Learn Deep Learning with NumPy, Part 1.1: Getting Started with NumPy Arrays

Introduction

Welcome to the first chapter of our blog series, “Learn Deep Learning with NumPy”! In this post, we’re kicking off Module 1 by diving into the foundation of numerical computing in Python—NumPy arrays. NumPy is a powerful library that will serve as our primary tool for building neural networks from scratch. Today, we’ll explore how to create, manipulate, and perform basic operations with arrays, and we’ll see why they’re ideal for the vectorized computations at the heart of deep learning.

By the end of this post, you’ll be comfortable with NumPy basics, understand key concepts like array shapes and broadcasting, and have written your first reusable function for data preprocessing. Let’s get started with the building blocks of our deep learning journey!

Why NumPy for Deep Learning?

Deep learning relies heavily on mathematical operations over large collections of numbers—think matrices of weights, inputs, or gradients in a neural network. Performing these operations efficiently is crucial, and that’s where NumPy shines. NumPy provides a data structure called an array (similar to a list or matrix) that allows for fast, vectorized computations without the need for slow Python loops. Instead of processing elements one by one, NumPy operates on entire arrays at once, which is exactly how neural networks compute layer outputs or update parameters.

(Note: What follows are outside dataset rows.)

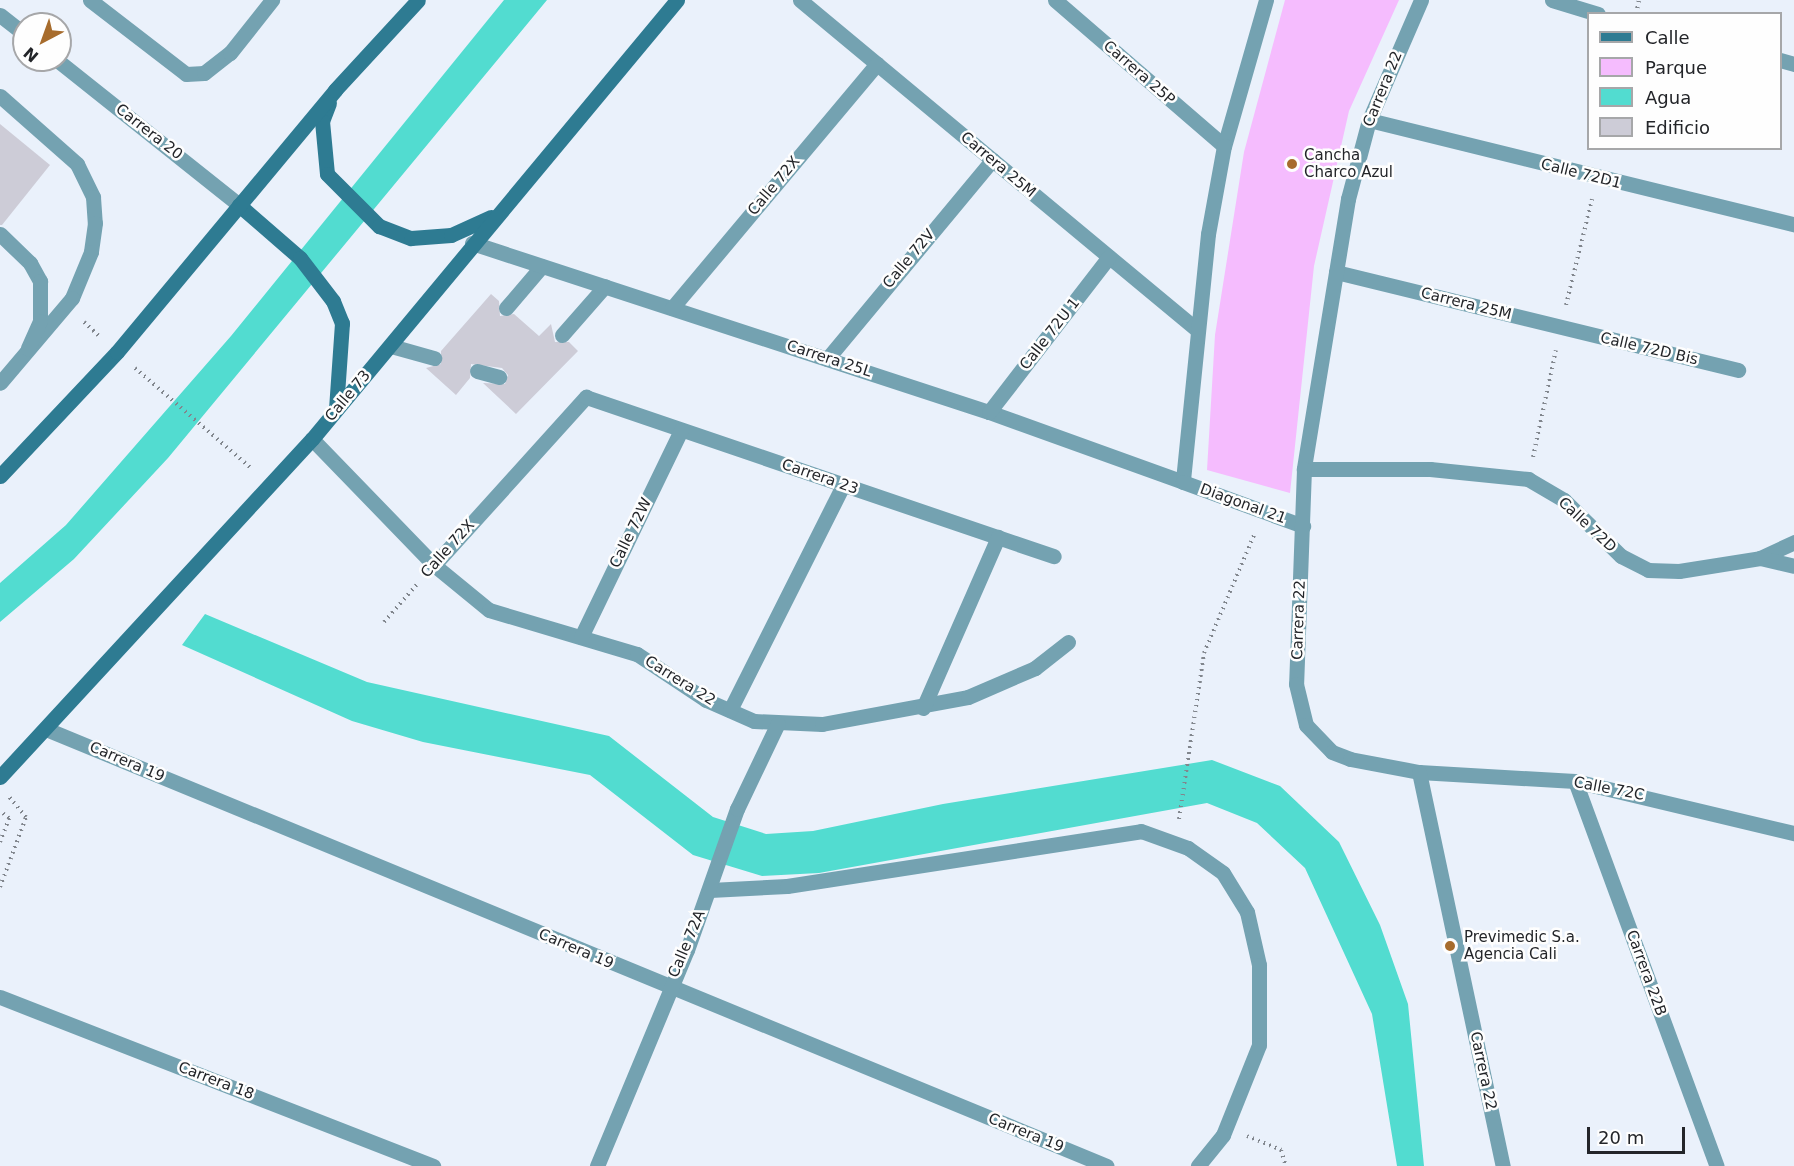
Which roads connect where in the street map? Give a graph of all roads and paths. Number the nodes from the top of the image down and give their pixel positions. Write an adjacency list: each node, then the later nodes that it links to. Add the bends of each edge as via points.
1 (90, 0): 2 (street, via 186,74 204,74 230,53)
2 (272, 0)
3 (418, 0): 15 (main road)
4 (678, 0): 21 (main road, Calle 73)
5 (800, 0): 13 (street, Carrera 25M)
6 (1055, 0): 18 (street, Carrera 25P)
7 (1266, 0): 18 (street)
8 (1421, 0): 17 (street, Carrera 22)
9 (1552, 0): 10 (street)
10 (1591, 12)
11 (0, 15): 12 (street)
12 (12, 24)
13 (877, 64): 19 (street, Carrera 25M); 30 (street, Calle 72X)
14 (72, 72): 20 (street, Carrera 20)
15 (335, 90): 20 (main road); 21 (main road, via 322,121 327,174 379,226 411,238 452,235)
16 (0, 96): 37 (street, via 68,154 89,186 95,210 95,236 80,282 62,315)
17 (1369, 120): 22 (street, Calle 72D1); 27 (street, Carrera 22)
18 (1224, 146): 32 (street)
19 (992, 160): 25 (street, Carrera 25M); 36 (street, Calle 72V)
20 (239, 205): 45 (main road, via 280,240 333,301 342,323); 51 (main road, via 117,352)
21 (495, 216): 24 (main road, Calle 73)
22 (1794, 224)
23 (0, 234): 37 (street, via 30,263 43,301)
24 (472, 243): 26 (street, Carrera 25L); 34 (main road, Calle 73)
25 (1110, 257): 32 (street, Carrera 25M); 46 (street, Calle 72U 1)
26 (542, 266): 28 (street, Carrera 25L); 29 (street)
27 (1336, 272): 31 (street, Carrera 25M); 50 (street, Carrera 22)
28 (605, 286): 30 (street, Carrera 25L); 33 (street)
29 (506, 308)
30 (672, 308): 36 (street, Carrera 25L)
31 (1560, 328): 39 (street, Calle 72D Bis)
32 (1196, 329): 52 (street)
33 (562, 335)
34 (390, 346): 35 (street); 45 (main road, Calle 73)
35 (434, 358)
36 (827, 359): 46 (street, Carrera 25L)
37 (21, 362): 40 (street); 43 (street)
38 (477, 370): 41 (street)
39 (1738, 370)
40 (0, 372)
41 (499, 377)
42 (148, 379): 49 (path)
43 (0, 382)
44 (586, 397): 47 (street, Carrera 23); 60 (street, Calle 72X)
45 (336, 409): 48 (main road, Calle 73)
46 (989, 412): 52 (street, Carrera 25L)
47 (681, 430): 53 (street, Carrera 23); 63 (street, Calle 72W)
48 (312, 439): 60 (street, Carrera 22); 68 (main road, Calle 73)
49 (231, 451)
50 (1304, 469): 55 (street, Carrera 22); 59 (street, Calle 72D, via 1430,469 1528,479 1564,500 1621,556 1648,570 1679,571)
51 (0, 476)
52 (1183, 482): 54 (street, Diagonal 21)
53 (843, 485): 56 (street, Carrera 23); 66 (street)
54 (1265, 510): 55 (street, Diagonal 21); 73 (path, via 1213,627)
55 (1303, 526): 69 (street, Carrera 22, via 1296,684 1306,725 1332,752)
56 (998, 537): 58 (street, Carrera 23); 65 (street)
57 (1794, 542): 59 (street, Calle 72D)
58 (1054, 556)
59 (1760, 558): 61 (street)
60 (434, 565): 62 (path, Calle 72X); 63 (street, Carrera 22, via 489,610)
61 (1794, 566)
62 (384, 622)
63 (581, 636): 66 (street, Carrera 22, via 637,654)
64 (1068, 642): 65 (street, Carrera 22, via 1035,668 1002,684)
65 (923, 708): 67 (street, Carrera 22, via 822,724)
66 (730, 710): 67 (street, Carrera 22)
67 (778, 723): 77 (street, Calle 72A, via 737,809)
68 (46, 729): 70 (main road, Calle 73); 79 (street, Carrera 19)
69 (1419, 772): 71 (street, Calle 72C); 87 (street, Carrera 22)
70 (0, 777)
71 (1575, 780): 75 (street, Calle 72C); 88 (street, Carrera 22B)
72 (0, 788): 78 (path, via 26,817)
73 (1181, 809)
74 (0, 811): 76 (path, via 9,818)
75 (1794, 833)
76 (0, 842)
77 (713, 883): 79 (street, Calle 72A); 81 (street, via 788,886 1141,831 1188,848 1223,873 1247,912 1259,965 1259,1045)
78 (0, 887)
79 (669, 987): 83 (street, Calle 72A); 84 (street, Carrera 19)
80 (0, 997): 82 (street, Carrera 18)
81 (1223, 1135): 85 (street); 86 (path, via 1253,1137 1281,1150)
82 (433, 1166)
83 (597, 1166)
84 (1107, 1166)
85 (1198, 1166)
86 (1286, 1166)
87 (1503, 1166)
88 (1717, 1166)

In this series, we’ll use NumPy arrays to represent everything from input data to model weights. Understanding arrays is the first step toward coding neural networks, as operations like matrix multiplication ( $Z = XW$ ) or element-wise activation functions ( $A = \text{sigmoid}(Z)$ ) are naturally expressed with arrays. Let’s dive into creating and manipulating them.

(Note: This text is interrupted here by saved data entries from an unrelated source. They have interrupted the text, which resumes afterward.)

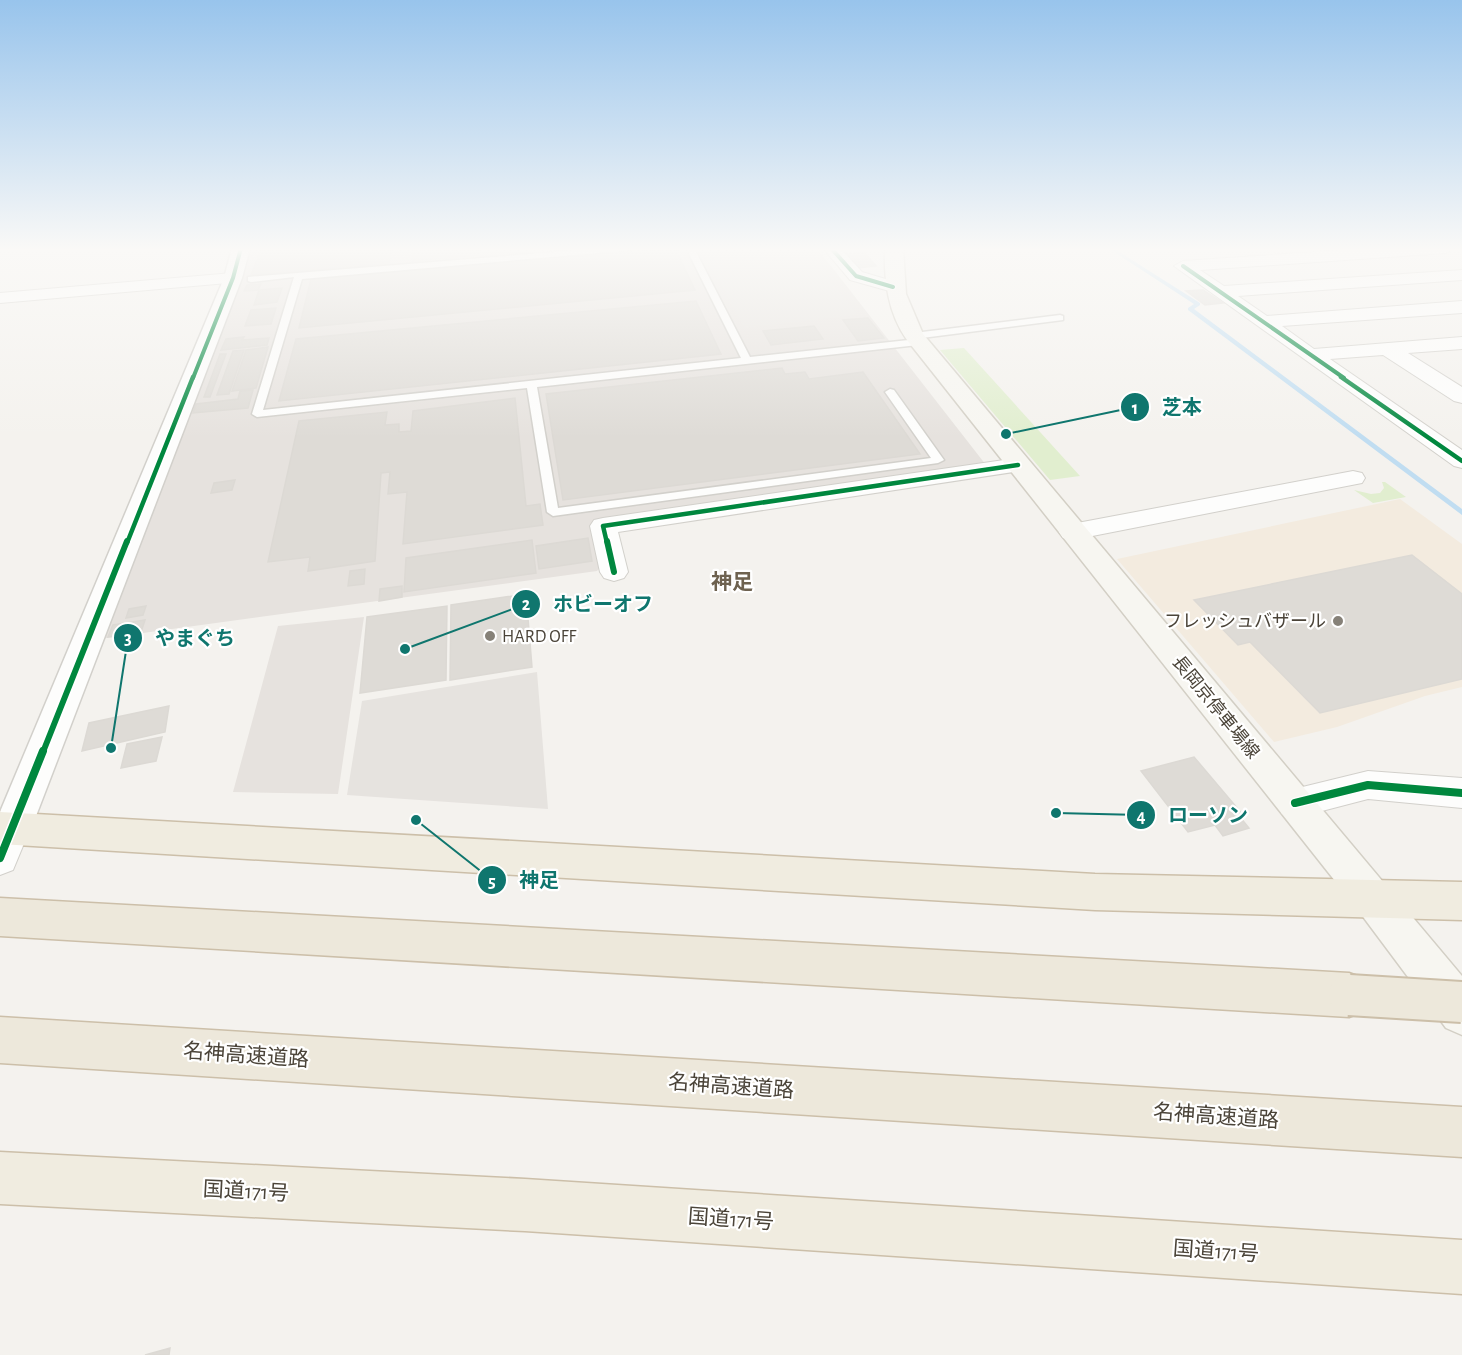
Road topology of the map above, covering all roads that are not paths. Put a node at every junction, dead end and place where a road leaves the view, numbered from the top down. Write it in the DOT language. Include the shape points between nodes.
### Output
graph roads {
  1 [pos="222,311"];
  2 [pos="288,311"];
  3 [pos="722,311"];
  4 [pos="901,311"];
  5 [pos="1247,311"];
  6 [pos="1406,311"];
  7 [pos="1060,318"];
  8 [pos="1262,322"];
  9 [pos="916,339"];
  10 [pos="1462,343"];
  11 [pos="1388,349"];
  12 [pos="1310,355"];
  13 [pos="747,360"];
  14 [pos="531,384"];
  15 [pos="890,392"];
  16 [pos="1462,396"];
  17 [pos="1462,461"];
  18 [pos="1018,465"];
  19 [pos="1353,478"];
  20 [pos="1072,532"];
  21 [pos="614,572"];
  22 [pos="1462,793"];
  23 [pos="1295,803"];
  24 [pos="4,838"];
  25 [pos="1372,897"];
  26 [pos="1462,902"];
  27 [pos="0,917"];
  28 [pos="1462,1002"];
  29 [pos="1462,1012"];
  30 [pos="0,1040"];
  31 [pos="1461,1132"];
  32 [pos="0,1178"];
  33 [pos="1462,1267"];
  1 -- 24 [label="street"];
  2 -- 14 [label="lane" via="257,414"];
  3 -- 13 [label="lane"];
  4 -- 9 [label="main road, 長岡京停車場線"];
  5 -- 8 [label="street"];
  6 -- 8 [label="street"];
  7 -- 9 [label="lane"];
  8 -- 12 [label="street"];
  9 -- 13 [label="lane"];
  9 -- 18 [label="main road, 長岡京停車場線"];
  10 -- 11 [label="street"];
  11 -- 12 [label="street"];
  11 -- 16 [label="street"];
  12 -- 17 [label="street"];
  13 -- 14 [label="lane"];
  14 -- 15 [label="lane" via="553,512 938,460"];
  18 -- 20 [label="main road, 長岡京停車場線"];
  18 -- 21 [label="street" via="603,526"];
  19 -- 20 [label="street"];
  20 -- 23 [label="main road, 長岡京停車場線"];
  22 -- 23 [label="street" via="1368,785"];
  23 -- 25 [label="main road, 長岡京停車場線"];
  24 -- 25 [label="highway" via="1095,892"];
  25 -- 26 [label="highway"];
  25 -- 29 [label="main road, 長岡京停車場線"];
  27 -- 28 [label="highway, bridge"];
  30 -- 31 [label="highway, 名神高速道路"];
  32 -- 33 [label="highway, 国道171号" via="525,1205"];
}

Getting Started with NumPy Arrays

First, ensure you have NumPy installed. If you haven’t already, run the following command in your terminal or command prompt:

pip install numpy

Now, let’s import NumPy in Python and explore array creation. Open your preferred editor or Jupyter Notebook, and follow along with the code.

Creating Arrays

NumPy arrays can be created in several ways. Here are the most common methods we’ll use in deep learning:

import numpy as np

# Create an array from a list
X = np.array([[1, 2, 3], [4, 5, 6]])
print("Array from list:\n", X)

# Create an array of zeros (useful for initializing biases or placeholders)
zeros = np.zeros((2, 3))
print("Array of zeros:\n", zeros)

# Create an array of random numbers (useful for initializing weights)
W = np.random.randn(3, 2)  # Standard normal distribution (mean=0, std=1)
print("Random array:\n", W)

Output (random values will vary):

Array from list:
 [[1 2 3]
  [4 5 6]]
Array of zeros:
 [[0. 0. 0.]
  [0. 0. 0.]]
Random array:
 [[ 0.123 -0.456]
  [-0.789  0.321]
  [ 0.654 -0.987]]

Notice the shape of each array: X is 2x3 (2 rows, 3 columns), zeros is 2x3, and W is 3x2. The shape is a fundamental property of arrays, accessed via X.shape, and it dictates how operations like matrix multiplication work in neural networks.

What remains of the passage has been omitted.